Opinion
21-55805
05-27-2022
NOT FOR PUBLICATION
Submitted May 17, 2022[**]
Appeal from the United States District Court for the Southern District of California Anthony J. Battaglia, District Judge, Presiding, D.C. No. 3:20-cv-00257-AJB-AGS
Before: CANBY, TASHIMA, and NGUYEN, Circuit Judges.
MEMORANDUM [*]
Pernell Swahili El appeals pro se from the district court's judgment dismissing his action alleging various federal and state law claims. We have jurisdiction under 28 U.S.C. § 1291. We review for an abuse of discretion a dismissal for failure to comply with a court order.

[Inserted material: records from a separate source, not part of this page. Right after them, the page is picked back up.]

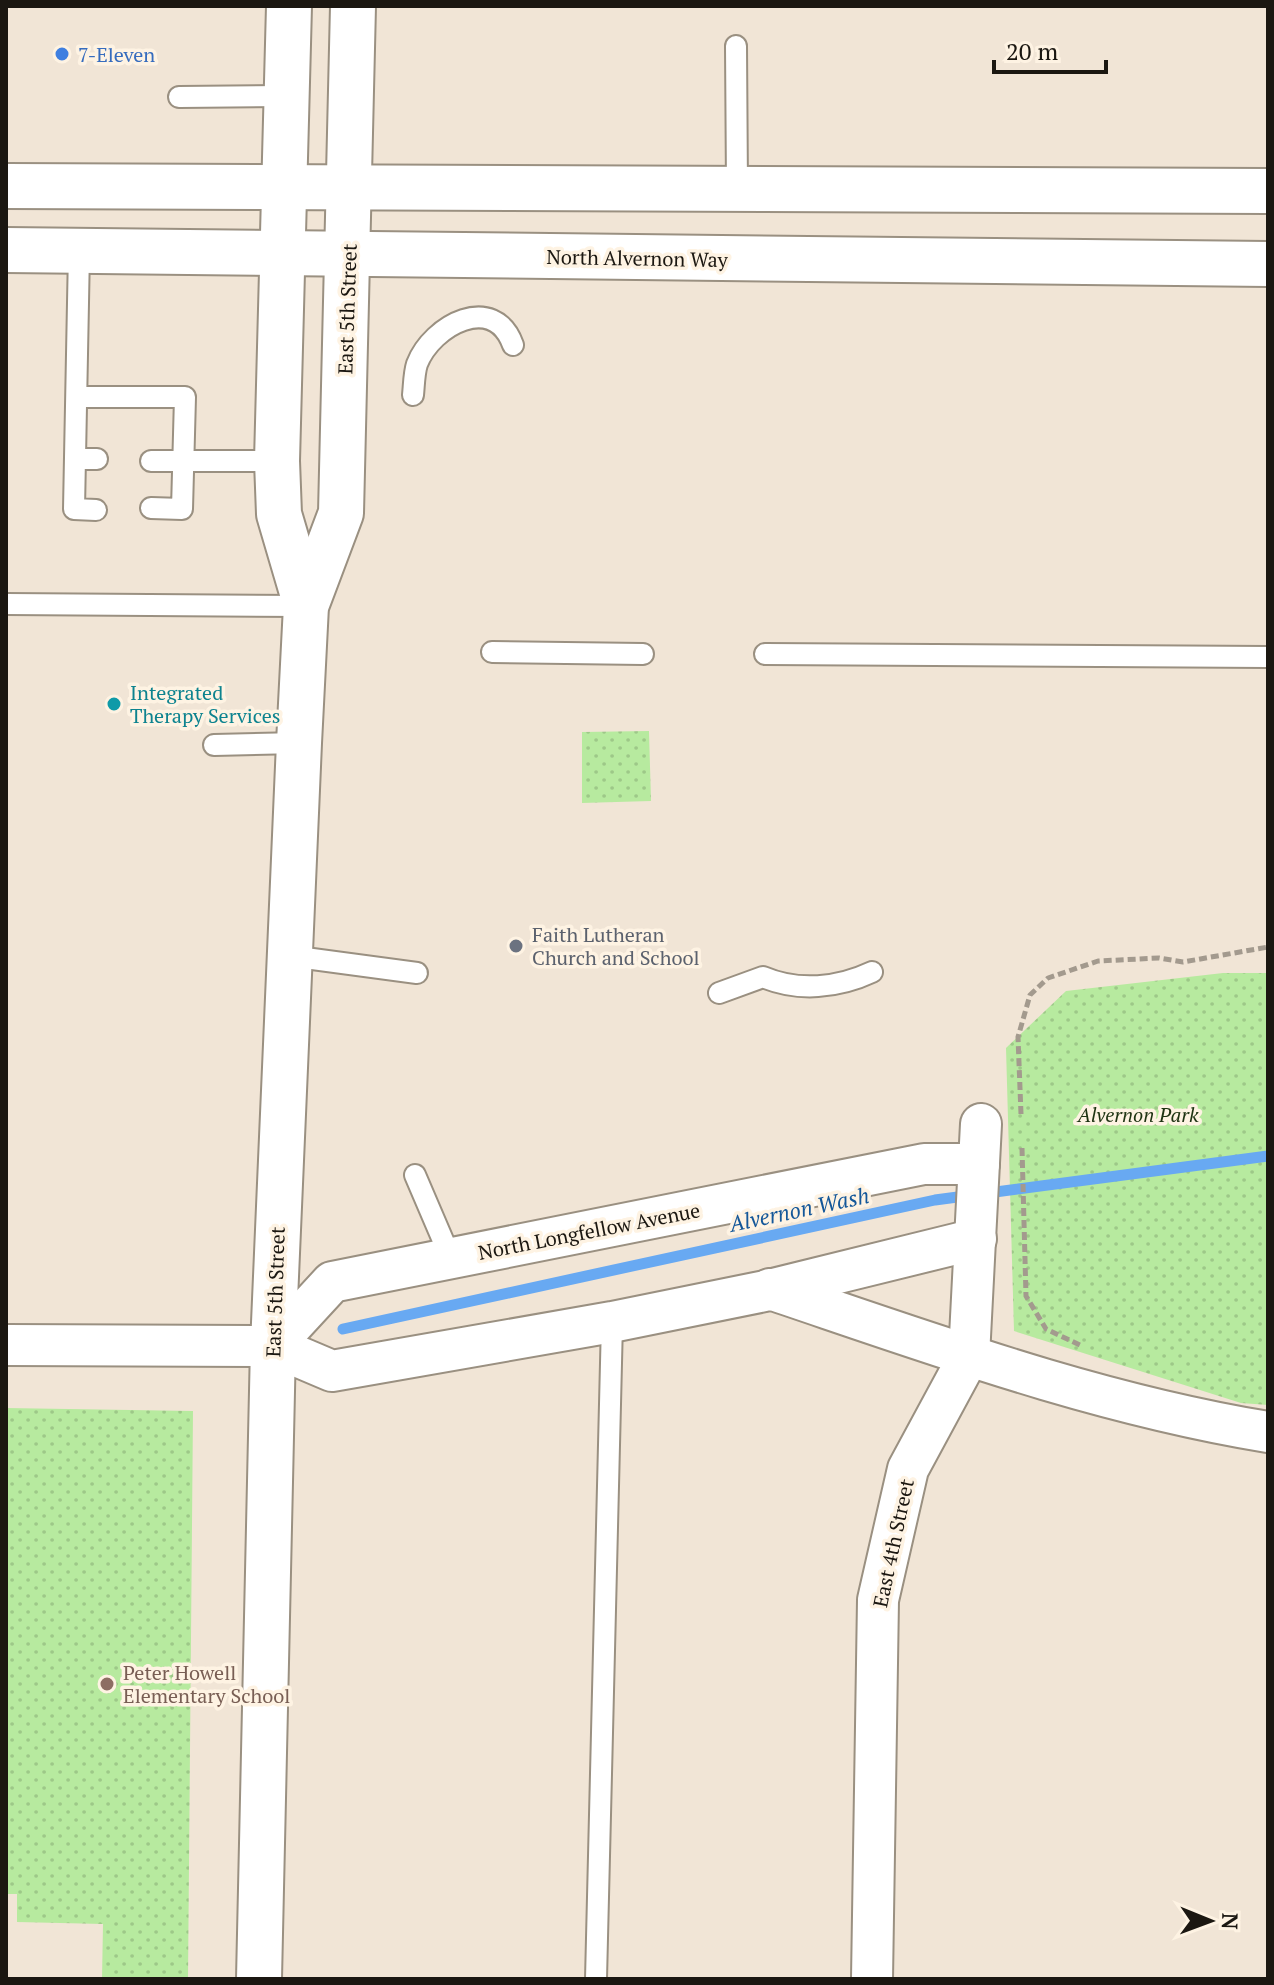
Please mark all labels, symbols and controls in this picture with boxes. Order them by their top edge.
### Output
scale bar [994,24,1106,74]
text: 20 m [1006,35,1058,67]
place label: 7-Eleven [78,41,155,68]
marker: 7-Eleven [53,45,71,63]
street label: East 5th Street [331,243,363,375]
street label: North Alvernon Way [546,243,729,273]
place label: Integrated Therapy Services [130,679,281,729]
marker: Integrated Therapy Services [105,695,123,713]
place label: Faith Lutheran Church and School [532,921,700,971]
marker: Faith Lutheran Church and School [507,937,525,955]
park label: Alvernon Park [1076,1101,1199,1128]
water label: Alvernon Wash [724,1180,872,1238]
street label: North Longfellow Avenue [476,1196,702,1266]
street label: East 5th Street [259,1226,291,1358]
street label: East 4th Street [866,1476,920,1610]
place label: Peter Howell Elementary School [123,1659,290,1709]
marker: Peter Howell Elementary School [98,1675,116,1693]
north arrow [1170,1881,1250,1961]
text: N [1216,1913,1245,1930]

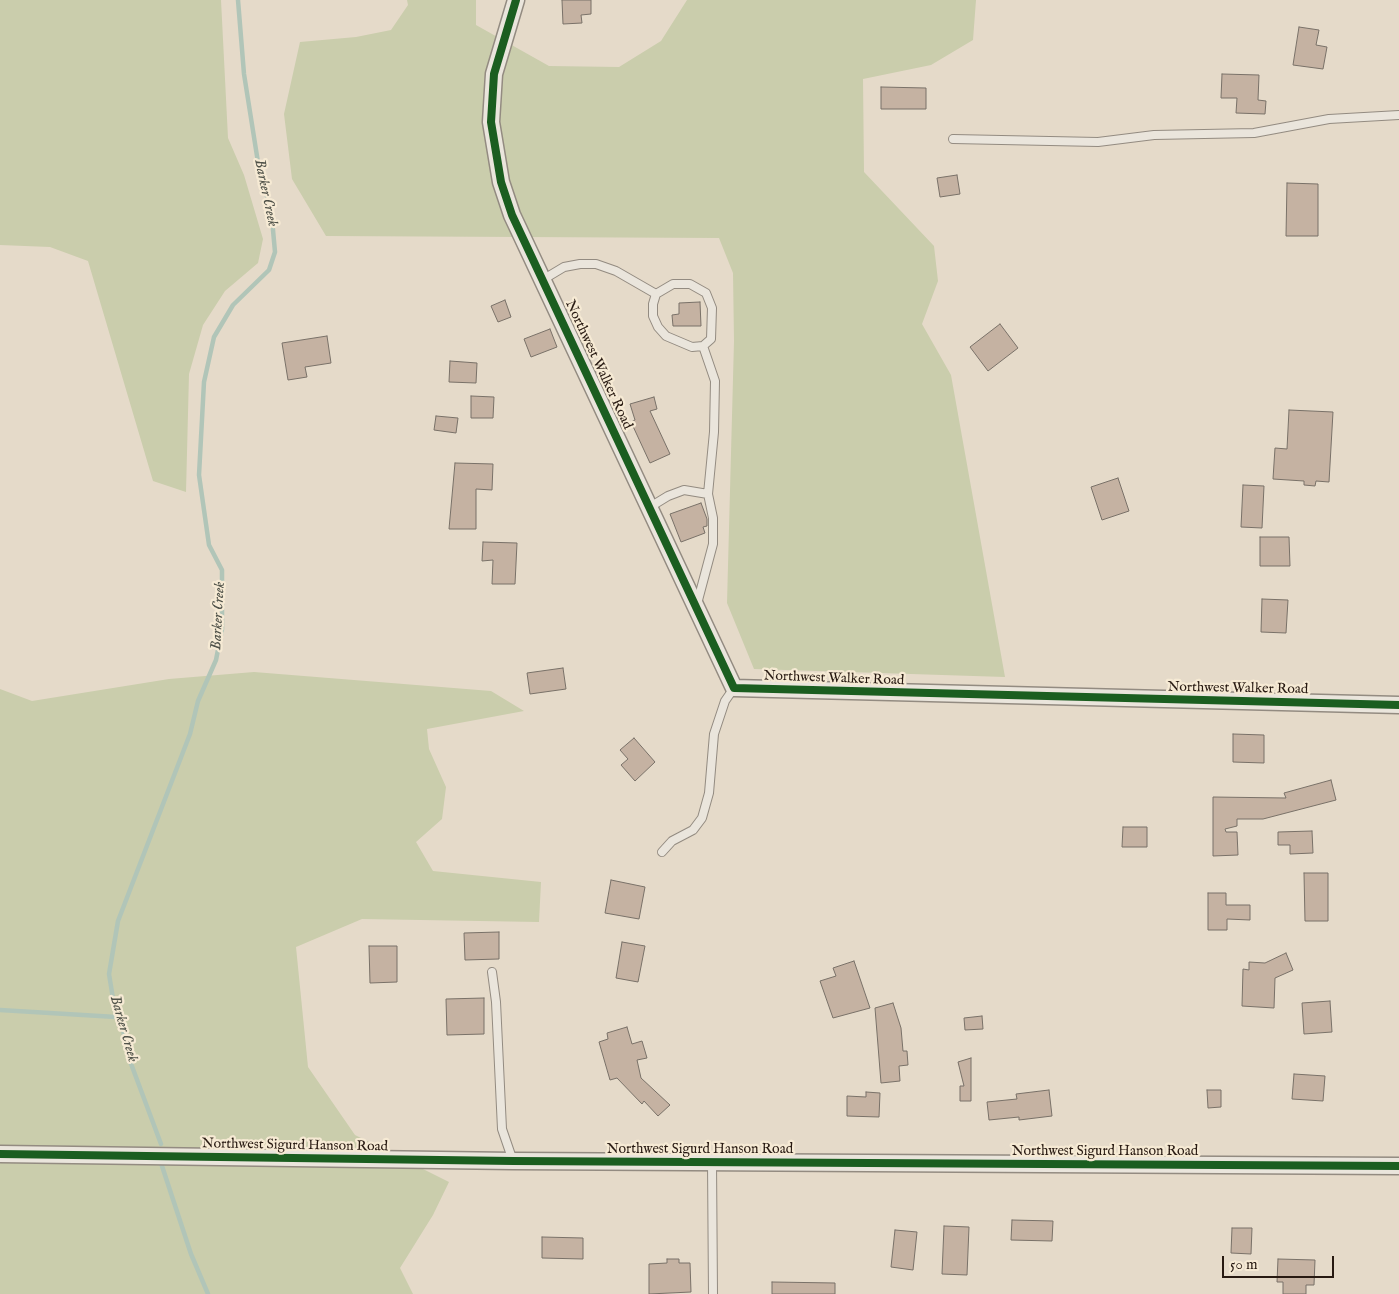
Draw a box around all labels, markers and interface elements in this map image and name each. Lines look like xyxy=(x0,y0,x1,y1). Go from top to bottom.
water label: Barker Creek xyxy=(249,158,281,228)
street label: Northwest Walker Road xyxy=(561,298,635,432)
water label: Barker Creek xyxy=(208,581,230,651)
street label: Northwest Walker Road xyxy=(763,668,905,690)
street label: Northwest Walker Road xyxy=(1167,679,1309,699)
water label: Barker Creek xyxy=(105,994,141,1064)
street label: Northwest Sigurd Hanson Road xyxy=(202,1136,388,1156)
street label: Northwest Sigurd Hanson Road xyxy=(607,1142,793,1158)
street label: Northwest Sigurd Hanson Road xyxy=(1012,1144,1198,1160)
scale bar xyxy=(1224,1246,1336,1278)
text: 50 m xyxy=(1230,1255,1258,1274)

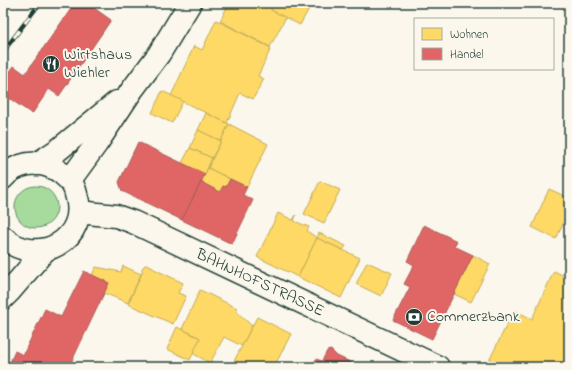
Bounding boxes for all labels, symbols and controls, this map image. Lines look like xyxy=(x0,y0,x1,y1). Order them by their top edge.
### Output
legend xyxy=(414,18,554,70)
text: Wohnen xyxy=(450,26,488,44)
place label: Wirtshaus Wiehler xyxy=(64,43,132,85)
text: Handel xyxy=(450,46,484,64)
restaurant icon: Wirtshaus Wiehler xyxy=(41,54,61,74)
street label: BAHNHOFSTRASSE xyxy=(191,242,328,323)
place label: Commerzbank xyxy=(427,305,521,329)
bank icon: Commerzbank xyxy=(404,307,424,327)

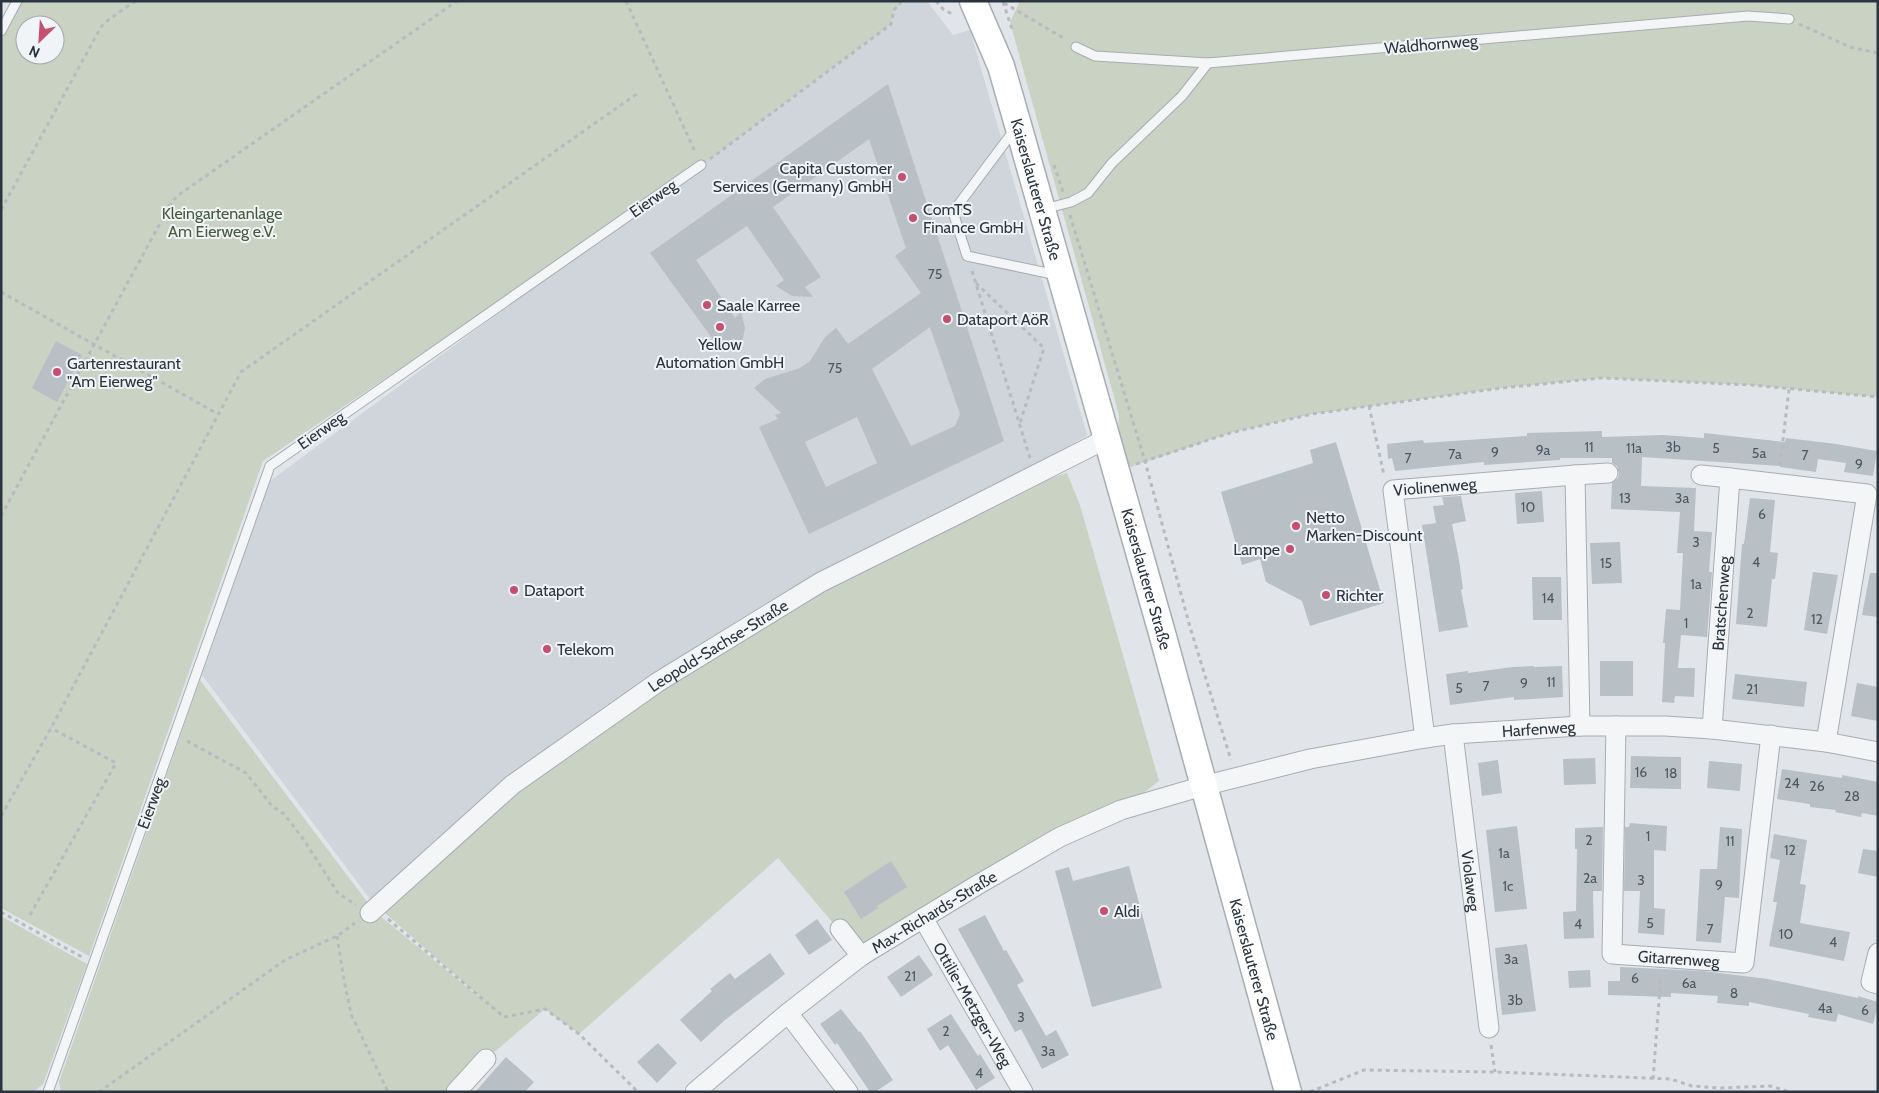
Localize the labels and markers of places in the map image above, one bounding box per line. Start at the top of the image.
place label: Capita Customer Services (Germany) GmbH [713,159,893,196]
marker: Capita Customer Services (Germany) GmbH [896,171,908,183]
place label: ComTS Finance GmbH [923,200,1024,237]
marker: ComTS Finance GmbH [907,212,919,224]
place label: Saale Karree [717,296,800,315]
marker: Saale Karree [701,299,713,311]
place label: Dataport AöR [957,310,1049,329]
marker: Dataport AöR [941,313,953,325]
marker: Yellow Automation GmbH [714,321,726,333]
place label: Yellow Automation GmbH [656,335,784,372]
place label: Gartenrestaurant "Am Eierweg" [67,354,182,391]
marker: Gartenrestaurant "Am Eierweg" [51,366,63,378]
place label: Netto Marken-Discount [1306,508,1423,545]
marker: Netto Marken-Discount [1290,520,1302,532]
place label: Lampe [1233,540,1280,559]
marker: Lampe [1284,543,1296,555]
place label: Dataport [524,581,585,600]
marker: Dataport [508,584,520,596]
place label: Richter [1336,586,1384,605]
marker: Richter [1320,589,1332,601]
place label: Telekom [557,640,614,659]
marker: Telekom [541,643,553,655]
place label: Aldi [1114,902,1140,921]
marker: Aldi [1098,905,1110,917]

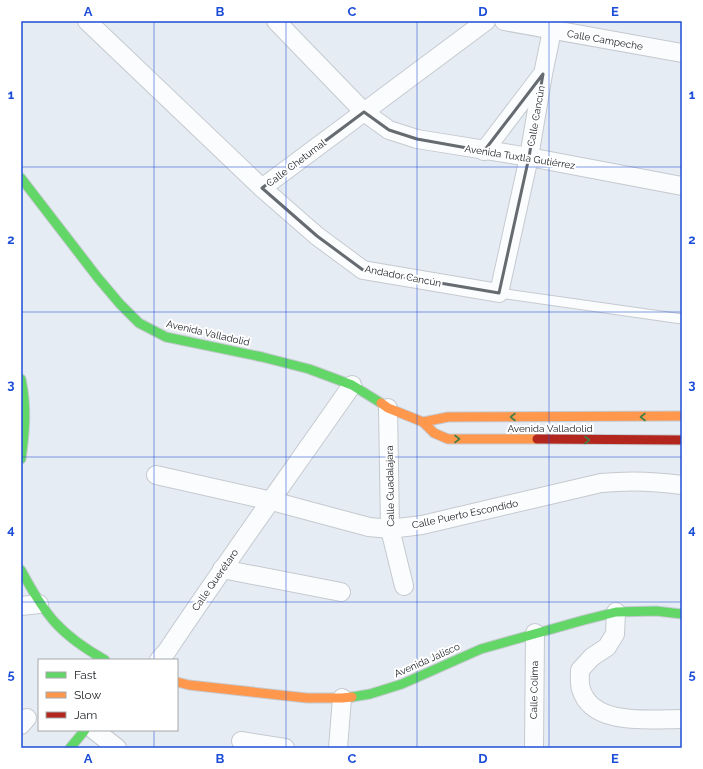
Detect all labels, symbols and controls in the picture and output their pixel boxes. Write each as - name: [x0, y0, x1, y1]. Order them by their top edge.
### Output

Pagtalunan v. Galaza, 291 F.3d 639, 640 (9th Cir. 2002). We affirm.
The district court did not abuse its discretion in dismissing El's action because El failed to file a substantive opposition to defendant's motion to dismiss, despite being ordered to do so. See id. at 642-43 (discussing factors to consider in determining whether to dismiss for failure to comply with a court order).
The district court did not abuse its discretion by denying El's motions to strike. See United States v. $133,420.00 in U.S. Currency, 672 F.3d 629, 637 (9th Cir. 2012) (standard of review). One of El's motions to strike failed to comply with local rules, see Christian v. Mattel, Inc., 286 F.3d 1118, 1129 (9th Cir. 2002) ("The district court has considerable latitude in managing the parties' motion practice and enforcing local rules that place parameters on briefing."), and the other was based on the incorrect belief that a defendant is required to file an answer prior to the resolution of a motion to dismiss, see Fed. R. Civ. P. 12(a)(4) (a responsive pleading is not required until after a motion to dismiss has been denied).
We reject as without merit El's contentions that the district court erred by denying his motion for summary judgment without prejudice as premature, that the district court erred by failing to issue a scheduling order, or that the district judge erred by failing to recuse himself.
AFFIRMED.
[*] This disposition is not appropriate for publication and is not precedent except as provided by Ninth Circuit Rule 36-3.
[**] The panel unanimously concludes this case is suitable for decision without oral argument. See Fed. R. App. P. 34(a)(2).